Turin Brakes: München, Substanz :: Neo-Folkrock

Wer hatte gedacht, dass die Jungs vom Lagerfeuer noch mal die Hoffnungen für die Zukunft der Popmusik tragen würden? Aber in Zeiten stumpfen Wummer-Terrors durch die Crazy-Papa-Bizkit-Fraktion war langsam eine kleine Gegenwelle fällig, und sie kommt in Form von blutjungen Menschen, die allerorten akustische Gitarren aufs Knie nehmen, den leisen Ton und den Song wieder zu entdecken. „Quiet is the new loud“ möchte man dieses movement nennen, darf aber nicht, weil das billig ist, und – wie die Neo-Folkies alle glaubhaft versichern -ja überhaupt gar kein movement vorhanden ist.

„Quiet Is The New Loud“: So heißt das Album der Kings Of Convenience aus Norwegen, die heute vor den Turin Brakes spielen sollten, aber die mussten wegen eines Trauerfalls nach Hause fliegen.“Ihr müsst halt mit uns allein vorlieb nehmen“, sagt Olly Knights, dann wirft er seinem Freund Gale Paridjanian über die Schulter einen Blick zu – klick, man versteht sich ohne Worte – und sie fangen an, ihre Stahlsaiten zu schruppen. Die Jungs vom Lagerfeuer! Da sitzen sie, wie man sich das vorstellt, auf Barhockern, nur haben die beiden hier eine tighte Band (Bassist, Drummer und Orgler,die, quiet hin oder her, auch mal bratzig einherrocken) im Rücken und spielen nicht „Under The Bridge“ und „Cum Ba Ja h“, sondern die mit jedem Hören erstaunlicheren Songs von ihrem Debüt „The Optimist LP“.“Feeling Oblivion“,“Underdog (Save Me)“, „By TV Light“, das sich herrlich von einem Flüstern in emotionale Höhen steigernde „Future Boy“-man kommt aus dem Staunen gar nicht raus über so viel unaufdringliches Sentiment, melodische Raffinesse und makelloses Spiel.

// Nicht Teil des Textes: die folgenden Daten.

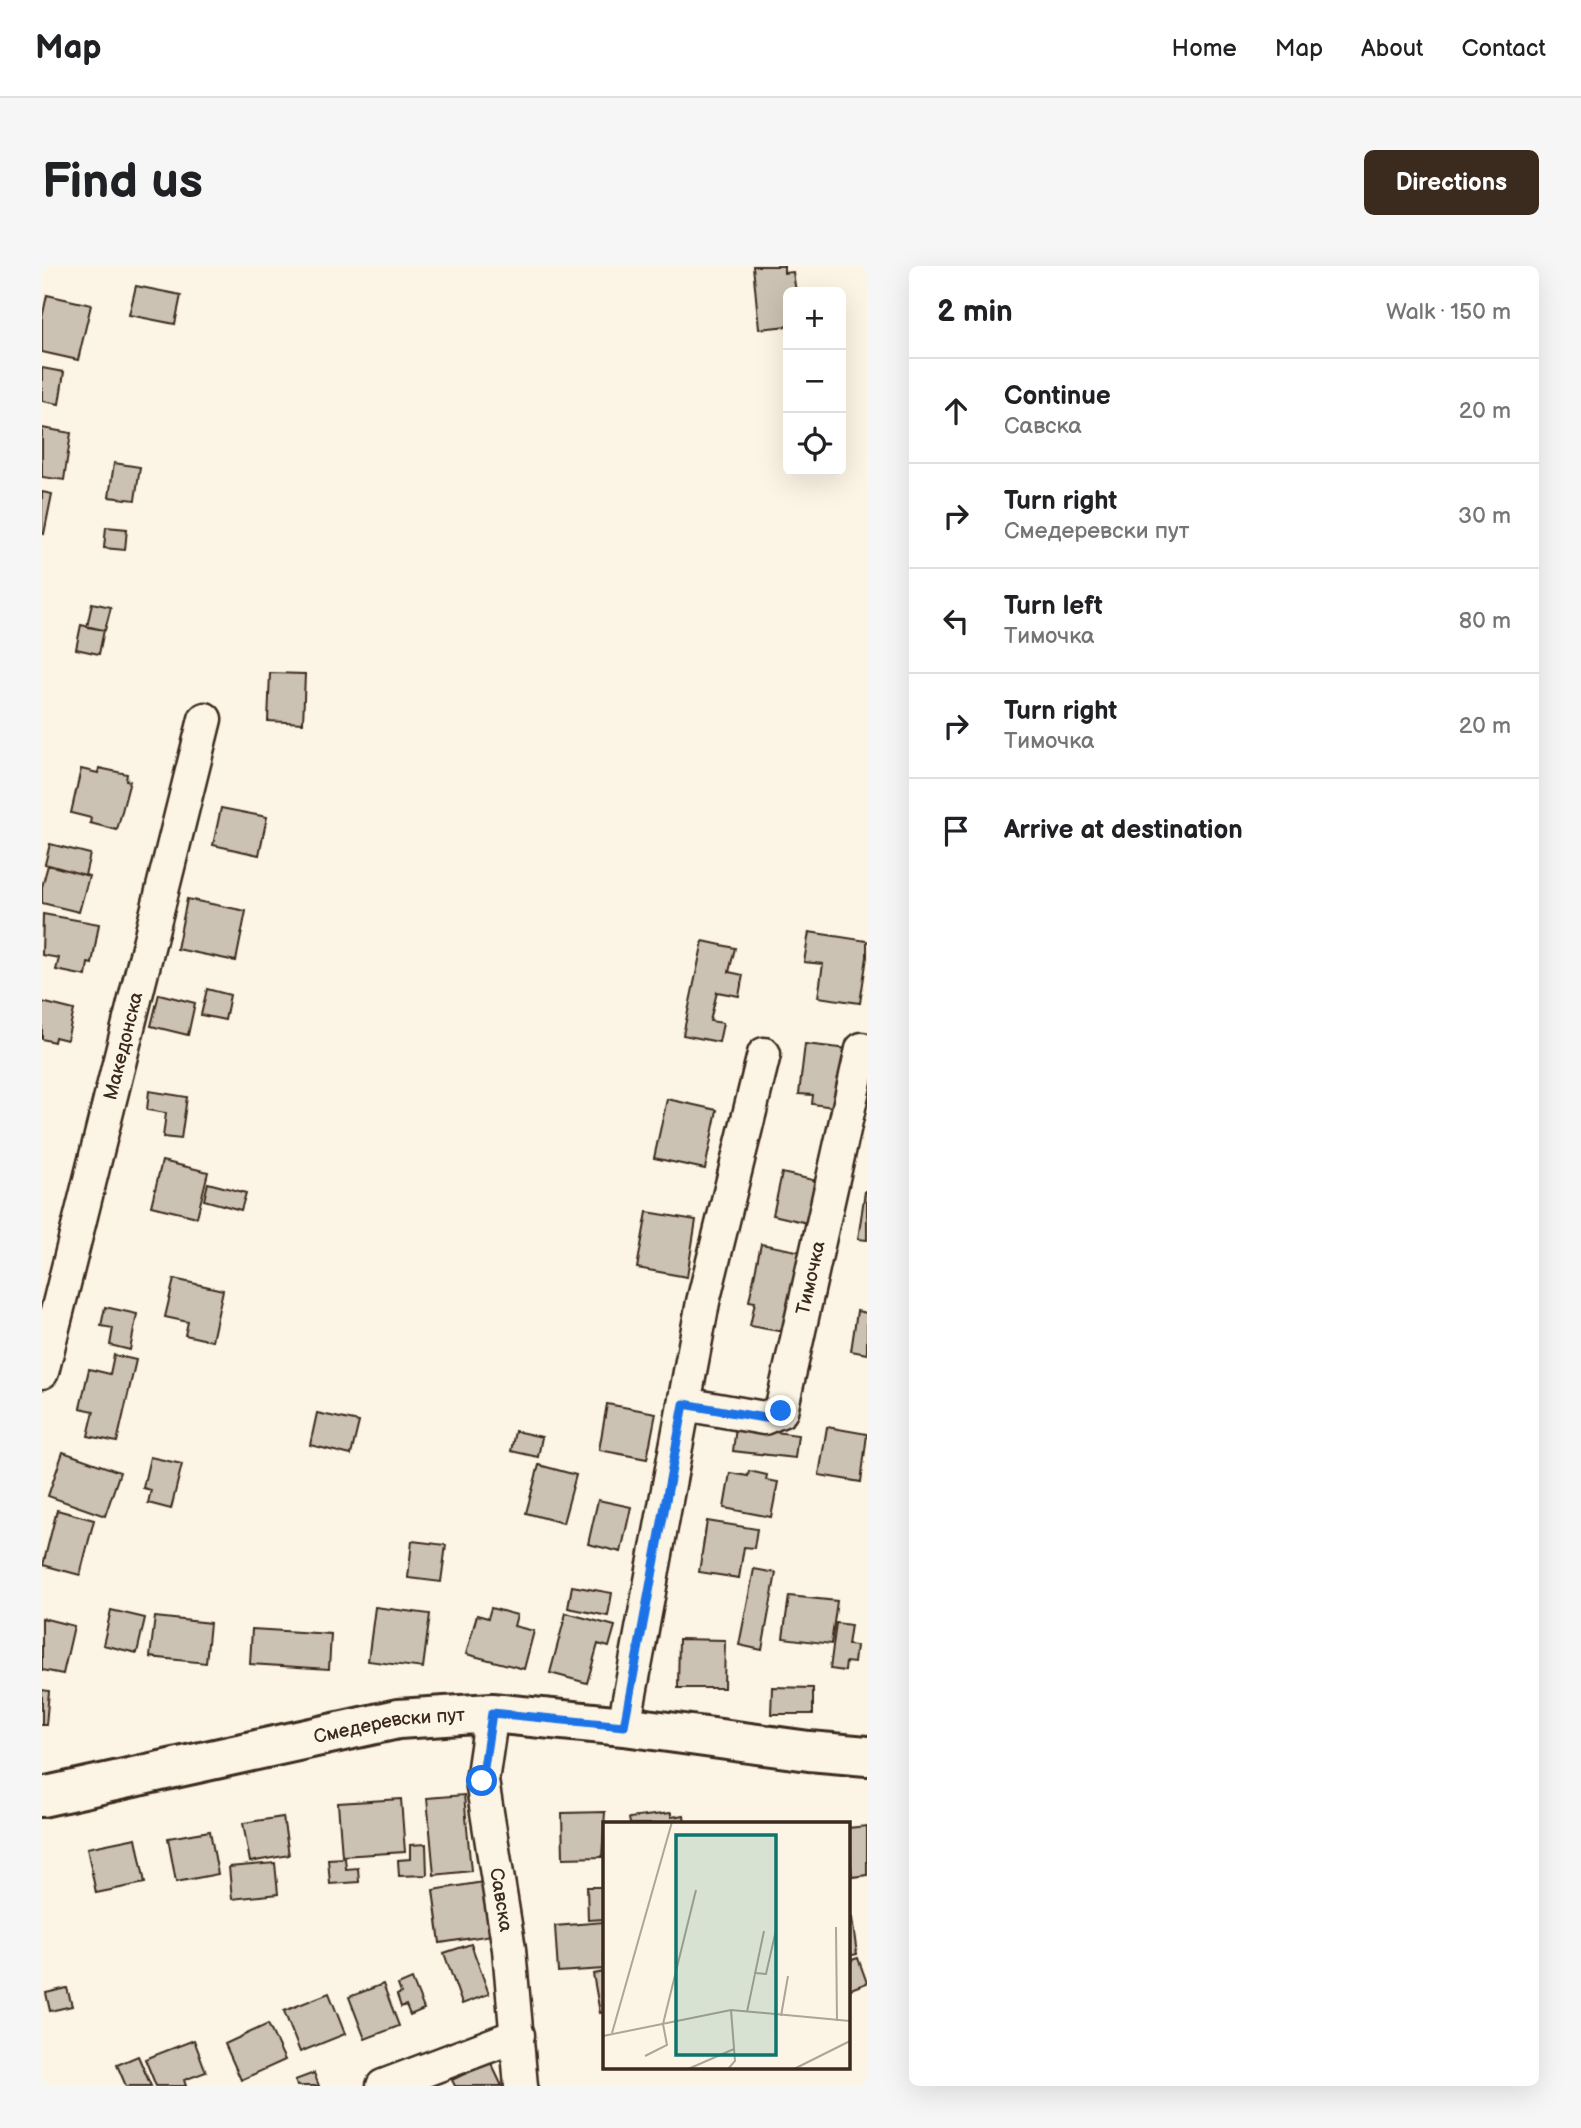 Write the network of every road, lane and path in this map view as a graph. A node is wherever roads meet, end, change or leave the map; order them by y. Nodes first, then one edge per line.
1 (205, 719) dead end
2 (862, 1049) dead end
3 (764, 1054) dead end
4 (42, 1372) edge
5 (684, 1404) junction
6 (492, 1713) junction
7 (624, 1726) junction
8 (867, 1756) edge
9 (42, 1797) edge
10 (518, 2035) junction
11 (383, 2086) edge
12 (521, 2086) edge

1 - 4 street, Македонска
2 - 5 street, Тимочка
3 - 5 street
5 - 7 street
6 - 7 street, Смедеревски пут
6 - 9 street, Смедеревски пут
6 - 10 street, Савска
7 - 8 street, Смедеревски пут
10 - 11 street
10 - 12 street, Савска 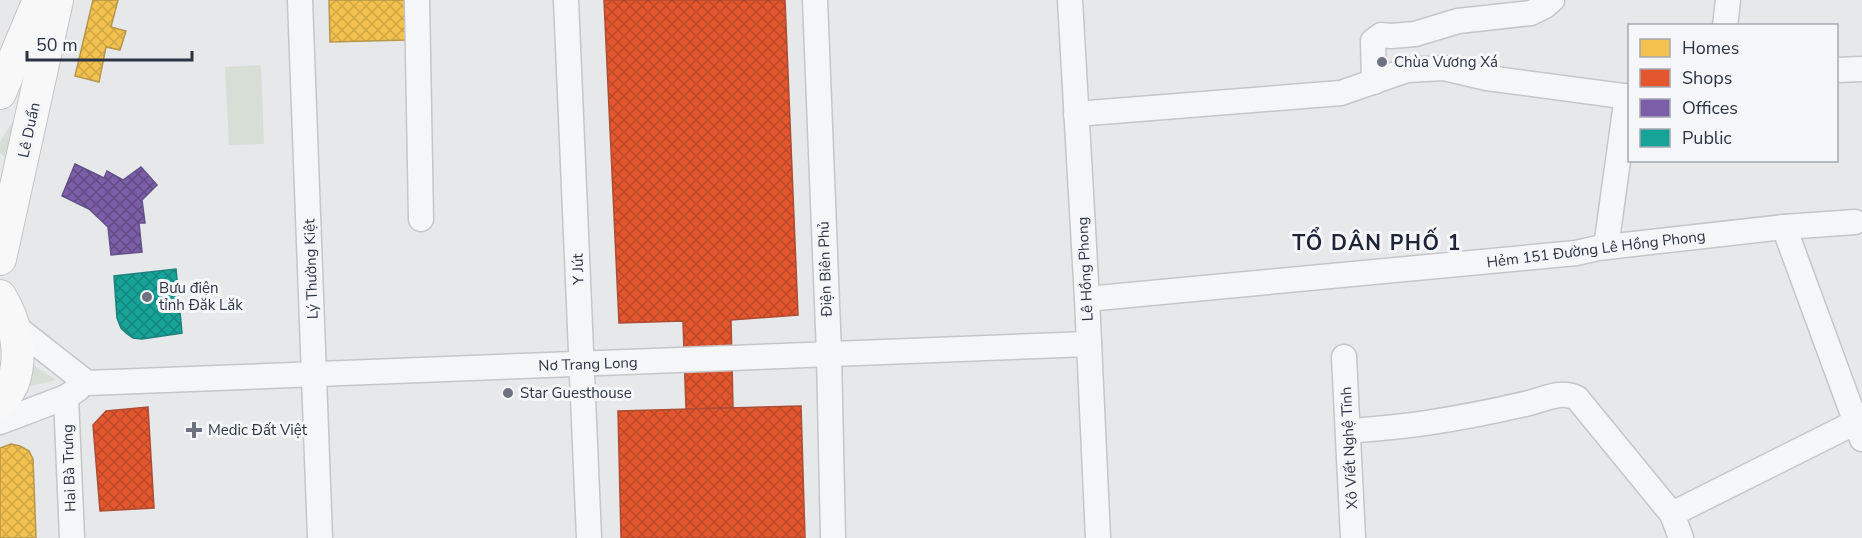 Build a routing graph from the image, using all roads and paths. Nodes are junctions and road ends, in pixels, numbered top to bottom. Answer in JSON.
{"nodes":[{"id":1,"x":39,"y":0,"type":"edge"},
{"id":2,"x":57,"y":0,"type":"edge"},
{"id":3,"x":300,"y":0,"type":"edge"},
{"id":4,"x":417,"y":0,"type":"edge"},
{"id":5,"x":566,"y":0,"type":"edge"},
{"id":6,"x":815,"y":0,"type":"edge"},
{"id":7,"x":1070,"y":0,"type":"edge"},
{"id":8,"x":1552,"y":0,"type":"edge"},
{"id":9,"x":1728,"y":0,"type":"edge"},
{"id":10,"x":1725,"y":24,"type":"edge"},
{"id":11,"x":1862,"y":69,"type":"edge"},
{"id":12,"x":1838,"y":70,"type":"edge"},
{"id":13,"x":1374,"y":82,"type":"junction"},
{"id":14,"x":0,"y":93,"type":"edge"},
{"id":15,"x":1628,"y":96,"type":"edge"},
{"id":16,"x":1076,"y":114,"type":"junction"},
{"id":17,"x":8,"y":179,"type":"edge"},
{"id":18,"x":422,"y":219,"type":"dead end"},
{"id":19,"x":1855,"y":222,"type":"dead end"},
{"id":20,"x":1784,"y":227,"type":"junction"},
{"id":21,"x":1606,"y":247,"type":"junction"},
{"id":22,"x":0,"y":259,"type":"edge"},
{"id":23,"x":0,"y":296,"type":"edge"},
{"id":24,"x":1087,"y":299,"type":"junction"},
{"id":25,"x":13,"y":325,"type":"junction"},
{"id":26,"x":1089,"y":344,"type":"junction"},
{"id":27,"x":829,"y":354,"type":"junction"},
{"id":28,"x":1344,"y":357,"type":"dead end"},
{"id":29,"x":582,"y":364,"type":"junction"},
{"id":30,"x":315,"y":374,"type":"junction"},
{"id":31,"x":87,"y":383,"type":"junction"},
{"id":32,"x":66,"y":397,"type":"junction"},
{"id":33,"x":0,"y":404,"type":"edge"},
{"id":34,"x":0,"y":422,"type":"edge"},
{"id":35,"x":1860,"y":426,"type":"edge"},
{"id":36,"x":1348,"y":431,"type":"junction"},
{"id":37,"x":1672,"y":514,"type":"junction"},
{"id":38,"x":72,"y":538,"type":"edge"},
{"id":39,"x":320,"y":538,"type":"edge"},
{"id":40,"x":589,"y":538,"type":"edge"},
{"id":41,"x":833,"y":538,"type":"edge"},
{"id":42,"x":1098,"y":538,"type":"edge"},
{"id":43,"x":1353,"y":538,"type":"edge"},
{"id":44,"x":1681,"y":538,"type":"edge"}],
"edges":[{"from":1,"to":14,"type":"main road"},
{"from":2,"to":17,"type":"main road","name":"Lê Duẩn"},
{"from":3,"to":30,"type":"street","name":"Lý Thường Kiệt"},
{"from":4,"to":18,"type":"street"},
{"from":5,"to":29,"type":"street","name":"Y Jút"},
{"from":6,"to":27,"type":"street","name":"Điện Biên Phủ"},
{"from":7,"to":16,"type":"street","name":"Lê Hồng Phong"},
{"from":8,"to":13,"type":"street"},
{"from":9,"to":10,"type":"street"},
{"from":11,"to":12,"type":"street"},
{"from":13,"to":15,"type":"street"},
{"from":13,"to":16,"type":"street"},
{"from":15,"to":21,"type":"street"},
{"from":16,"to":24,"type":"street","name":"Lê Hồng Phong"},
{"from":17,"to":22,"type":"main road","name":"Lê Duẩn"},
{"from":19,"to":20,"type":"street","name":"Hẻm 151 Đường Lê Hồng Phong"},
{"from":20,"to":21,"type":"street","name":"Hẻm 151 Đường Lê Hồng Phong"},
{"from":20,"to":35,"type":"street"},
{"from":21,"to":24,"type":"street","name":"Hẻm 151 Đường Lê Hồng Phong"},
{"from":23,"to":25,"type":"main road"},
{"from":24,"to":26,"type":"street","name":"Lê Hồng Phong"},
{"from":25,"to":31,"type":"street"},
{"from":25,"to":33,"type":"main road"},
{"from":26,"to":27,"type":"street","name":"Nơ Trang Long"},
{"from":26,"to":42,"type":"street","name":"Lê Hồng Phong"},
{"from":27,"to":29,"type":"street","name":"Nơ Trang Long"},
{"from":27,"to":41,"type":"street","name":"Điện Biên Phủ"},
{"from":28,"to":36,"type":"street","name":"Xô Viết Nghệ Tĩnh"},
{"from":29,"to":30,"type":"street","name":"Nơ Trang Long"},
{"from":29,"to":40,"type":"street","name":"Y Jút"},
{"from":30,"to":31,"type":"street","name":"Nơ Trang Long"},
{"from":30,"to":39,"type":"street","name":"Lý Thường Kiệt"},
{"from":31,"to":32,"type":"street"},
{"from":32,"to":34,"type":"street"},
{"from":32,"to":38,"type":"street","name":"Hai Bà Trưng"},
{"from":35,"to":37,"type":"street"},
{"from":36,"to":37,"type":"street"},
{"from":36,"to":43,"type":"street","name":"Xô Viết Nghệ Tĩnh"},
{"from":37,"to":44,"type":"street"}]}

Knights, mit Babyspeck im Gesicht, Meerschweinchenfrisur und meist geschlossenen Augen, singt mit gequältem, femininem Jeff Buckley-Tenor, Paridjanian liefert Harmonie-Gesang und exquisite Gitarren-Zupfereien. Das Münchener Publikum ist fast so schüchtern wie die Band, aber spätestens als zur Zugabe (groß: „Emergency 72“) Süßigkeiten ins Publikum fliegen, gibt es kein Halten mehr. Der nachhaltigste Zugaben-Applaus seit langer Zeit holt die Turin Brakes noch mal auf die Bühne zurück, sie spielen einen neuen Songjammen ein bisschen. Und Paridjanian latscht sogar auf ein WahWah-Pedal. Auch ein Folkie möchte halt mal ein bisschen Lärm machen.